Thursday, February 26, 2015

Christie's pension-system deal raised questions years ago

Bergen Town Center in Paramus is a full-service shopping center only a couple of miles from Hackensack: Whole Foods Market, ShopRite, 24 Hour Fitness and Lowe's are among mall tenants.


By VICTOR E. SASSON
EDITOR

The Record's tabloid-like front page today has many readers wondering about the priorities of Editor Martin Gottlieb.

Gottlieb, a former New York Times editor who favors unusually long and complicated stories and analyses, could have devoted most or all of Page 1 to Governor Christie's 2016 budget and a second round of so-called pension-system reforms (A-1).

Instead, most of A-1 today is devoted to two sensational stories: 

"Bergen's most wanted," and three men who allegedly plotted to join ISIS. Big deal.

At the top of the page, a headline acknowledges for the first that Christie's budget speech and the pension plan he unveiled on Tuesday were far from the done deal portrayed by The Record and other media:


"Questions swirl on pensions"


Of course, every Christie policy since he took office in 2010 raised questions The Record papered over.

Instead, editors, columnists and reporters swallowed the GOP bully's "Reform Agenda," "Jersey Comeback," "Strong than the Storm" and other public relations campaigns hook, line and sinker.

That includes what is referred to as the 2011 "pension overhaul" Christie was hoping to take national in a campaign for the White House (A-3).

Imagine what he'd do to Medicare and Social Security in the unlikely event he gets the GOP nomination and wins the 2016 election. 

And why aren't the editors making a stink over Christie's silence on funding road and bridge repairs, and mass transit?

The conservative's refusal to raise the second-lowest gasoline tax in the nation to rehabilitate the state Transportation Trust Fund seems to have been endorsed by The Record, as were his many vetoes of a tax surcharge on millionaires.

'Shivering waifs'

Readers could be forgiven if they think today's Road Warrior column on Good Samaritans was written by a Dickens imitator (L-1).

Staff Writer John Cichowski's lead paragraph refers to unlucky drivers as "shivering waifs" and to roads as "always cold and luckless."

In summer, I suppose, drivers whose cars break down would be called "sweltering waifs."

How many thousands of readers just rolled their eyes when they saw this claptrap -- one of the worst pieces of journalism in many years.

The entire column is hung on the experience of one Michael Casapulla, who got a flat tire on the New Jersey Turnpike, pulled over and was surprised and delighted another man helped put the spare on his car.

Then, to pad this pathetic excuse for a commuting column, the demented Cichowski must have Googled "Good Samaritan," and decide to regurgitate every Good Samaritan he wrote about in old columns.
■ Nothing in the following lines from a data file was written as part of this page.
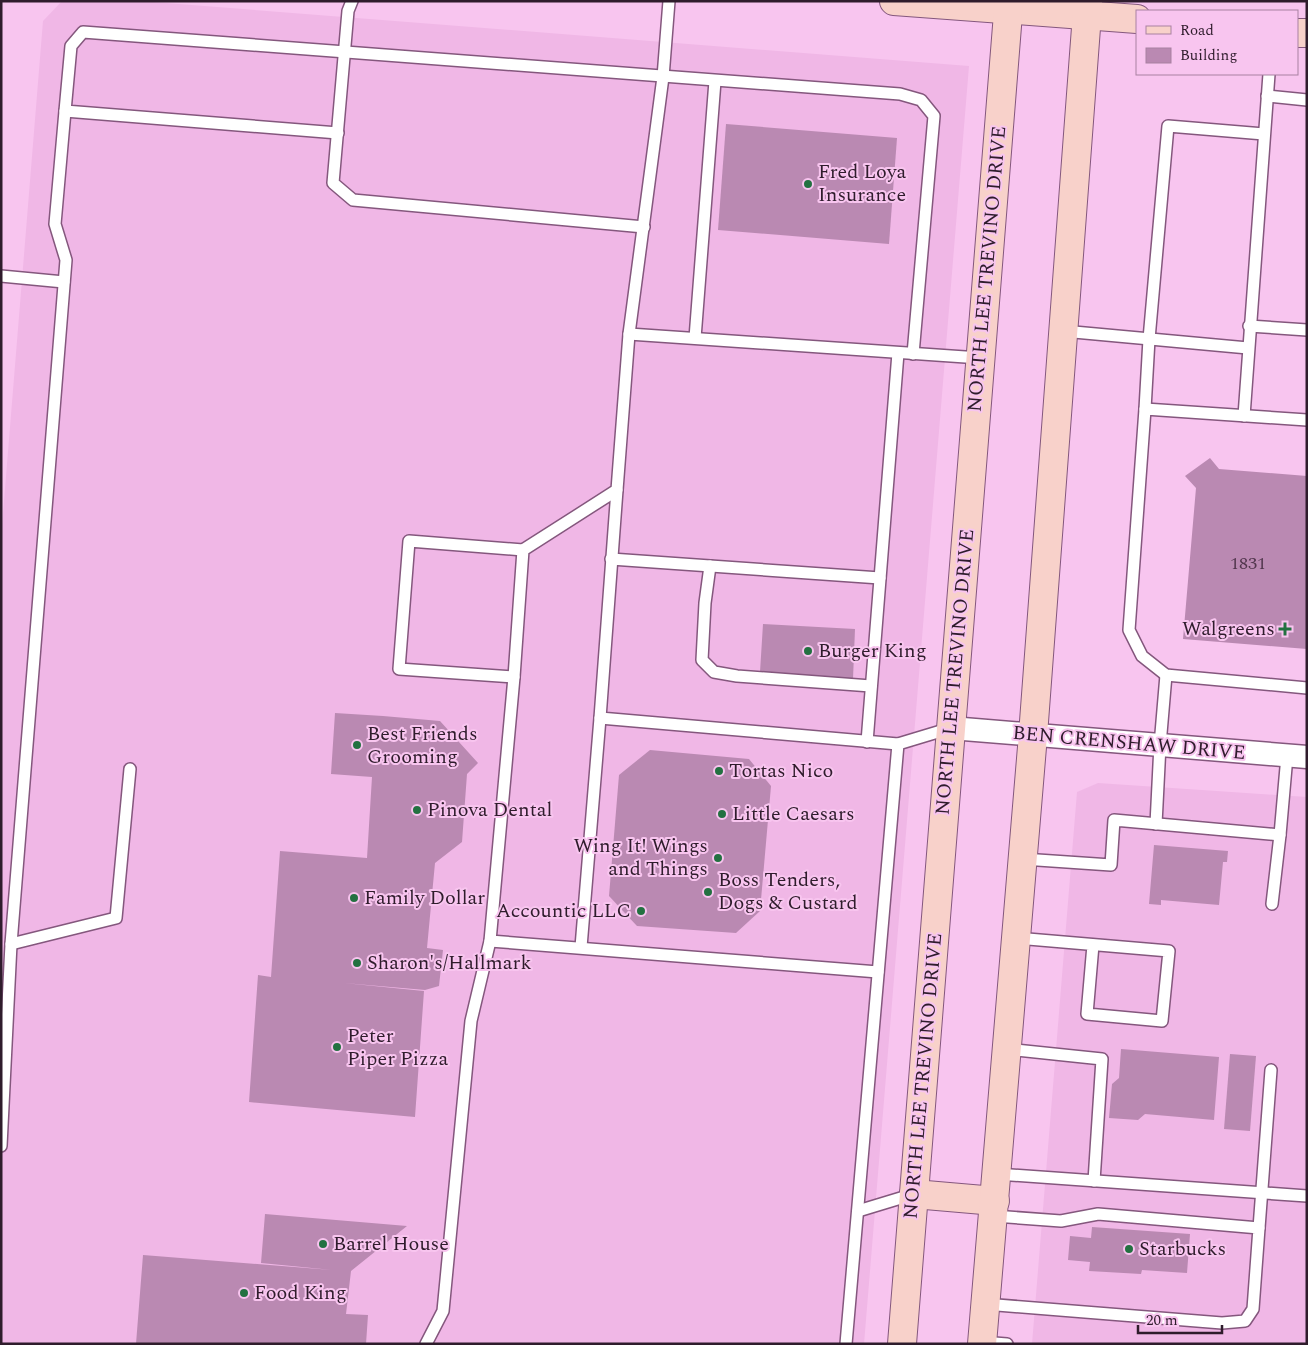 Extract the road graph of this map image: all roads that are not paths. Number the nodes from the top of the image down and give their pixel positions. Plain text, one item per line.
1 (352, 1) edge
2 (669, 1) edge
3 (894, 1) edge
4 (1008, 5) edge
5 (1088, 8) edge
6 (1136, 19) edge
7 (345, 52) junction
8 (1269, 75) edge
9 (664, 77) junction
10 (715, 81) junction
11 (1267, 96) junction
12 (1307, 100) edge
13 (65, 111) junction
14 (338, 133) junction
15 (1264, 134) junction
16 (644, 228) junction
17 (1, 276) edge
18 (64, 282) junction
19 (1250, 326) junction
20 (1307, 330) edge
21 (1063, 331) junction
22 (629, 334) junction
23 (695, 338) junction
24 (1149, 339) junction
25 (1248, 348) junction
26 (898, 352) junction
27 (913, 354) junction
28 (980, 358) junction
29 (1145, 409) junction
30 (1244, 416) junction
31 (1307, 420) edge
32 (617, 490) junction
33 (524, 550) junction
34 (611, 559) junction
35 (710, 566) junction
36 (880, 578) junction
37 (1166, 675) junction
38 (514, 677) junction
39 (871, 686) junction
40 (1307, 688) edge
41 (600, 718) junction
42 (951, 728) junction
43 (1033, 735) junction
44 (867, 742) junction
45 (898, 744) junction
46 (1160, 745) junction
47 (1297, 756) edge
48 (130, 769) dead end
49 (1156, 824) junction
50 (1280, 835) junction
51 (1023, 858) junction
52 (1272, 904) dead end
53 (1016, 938) junction
54 (490, 941) junction
55 (11, 944) junction
56 (1093, 945) junction
57 (580, 947) junction
58 (878, 972) junction
59 (1007, 1049) junction
60 (1271, 1070) dead end
61 (1, 1146) edge
62 (997, 1174) junction
63 (1094, 1181) junction
64 (1261, 1192) junction
65 (914, 1194) junction
66 (1307, 1196) edge
67 (994, 1208) junction
68 (858, 1211) junction
69 (1259, 1228) junction
70 (985, 1304) junction
71 (991, 1343) edge
72 (426, 1344) edge
73 (846, 1344) edge
74 (902, 1344) edge

1 - 7 lane
2 - 9 lane
3 - 4 main road
4 - 5 main road
4 - 28 main road, NORTH LEE TREVINO DRIVE
5 - 6 main road
5 - 21 main road
7 - 9 lane
7 - 13 lane
7 - 14 lane
8 - 11 lane
9 - 10 lane
9 - 16 lane
10 - 23 lane
10 - 27 lane
11 - 12 lane
11 - 15 lane
13 - 14 lane
13 - 18 lane
14 - 16 lane
15 - 19 lane
15 - 24 lane
16 - 22 lane
17 - 18 lane
18 - 55 lane
19 - 20 lane
19 - 25 lane
21 - 24 lane
21 - 43 main road
22 - 23 lane
22 - 32 lane
23 - 26 lane
24 - 25 lane
24 - 29 lane
25 - 30 lane
26 - 27 lane
26 - 36 lane
27 - 28 lane
28 - 42 main road, NORTH LEE TREVINO DRIVE
29 - 30 lane
29 - 37 lane
30 - 31 lane
32 - 33 lane
32 - 34 lane
33 - 38 lane
33 - 38 lane
34 - 35 lane
34 - 41 lane
35 - 36 lane
35 - 39 lane
36 - 39 lane
37 - 40 lane
37 - 46 lane
38 - 54 lane
39 - 44 lane
41 - 44 lane
41 - 57 lane
42 - 43 street, BEN CRENSHAW DRIVE
42 - 45 lane
42 - 65 main road, NORTH LEE TREVINO DRIVE
43 - 46 street, BEN CRENSHAW DRIVE
43 - 51 main road
44 - 45 lane
45 - 58 lane
46 - 47 street, BEN CRENSHAW DRIVE
46 - 49 lane
47 - 50 lane
48 - 55 lane
49 - 50 lane
49 - 51 lane
50 - 52 lane
51 - 53 main road
53 - 56 lane
53 - 59 main road
54 - 57 lane
54 - 72 lane
55 - 61 lane
56 - 56 lane
57 - 58 lane
58 - 68 lane
59 - 62 main road
59 - 63 lane
60 - 64 lane
62 - 63 lane
62 - 67 main road
63 - 64 lane
64 - 66 lane
64 - 69 lane
65 - 67 main road
65 - 68 lane
65 - 74 main road, NORTH LEE TREVINO DRIVE
67 - 69 lane
67 - 70 main road
68 - 73 lane
69 - 70 lane
70 - 71 main road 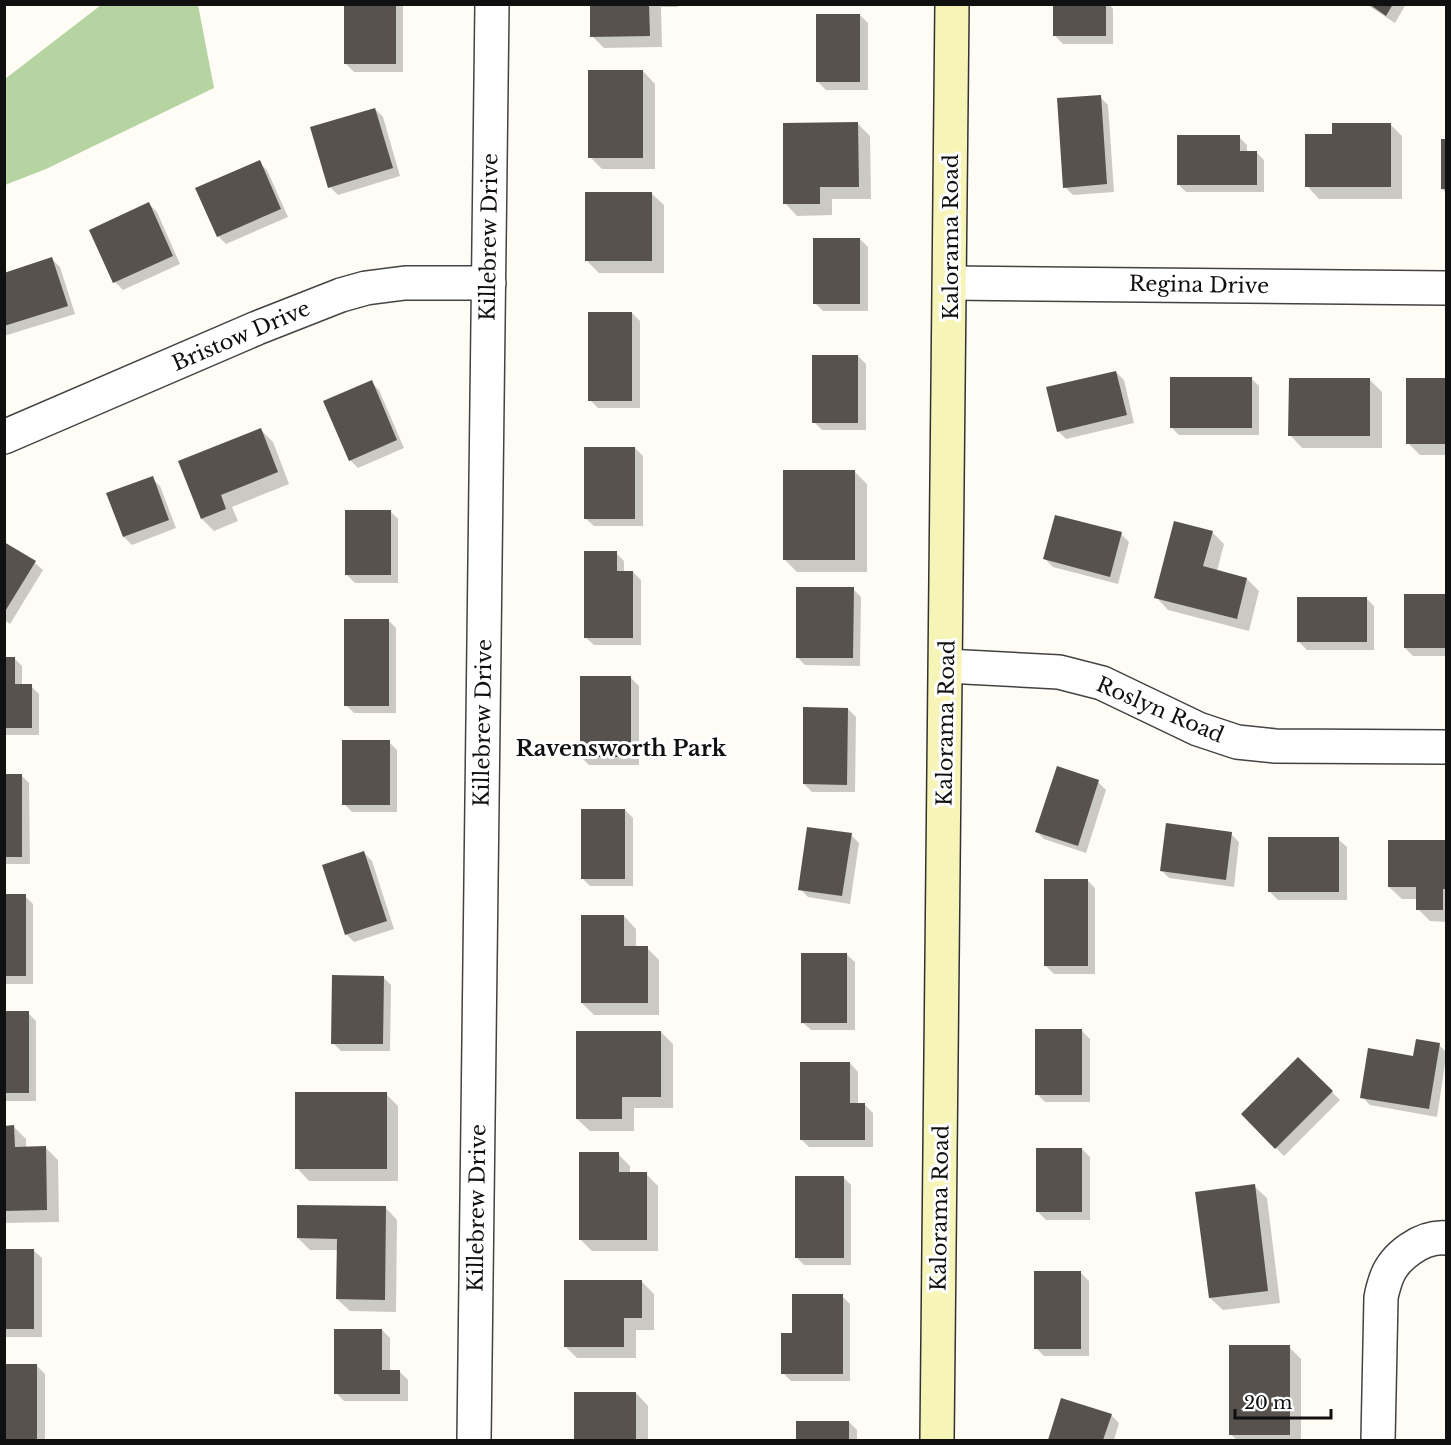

Cichowski didn't do what a real journalist would have done: 

Report on the long waits for AAA and other emergency road service, and tell readers if there are better programs out there.

Highway robbery

A story on a plan to install high-tech parking meters in Palisades Park doesn't mention they are in effect until 9 p.m., compared to the 6 p.m. expiration of most other towns.

Why didn't Staff Writer Monsy Alvarado ask Mayor James Rotundo why town officials are so greedy or speak to merchants and restaurant owners for their thoughts on whether the meters discourage visitors from patronizing their businesses?

End of BYO?

Staff Writer Joan Verdon needs to get out more.

How else to explain why her story on a bill to issue a new kind of restaurant liquor licenses completely ignores what impact that would have on the BYO tradition, which can make eating out in New Jersey such a good value (L-8).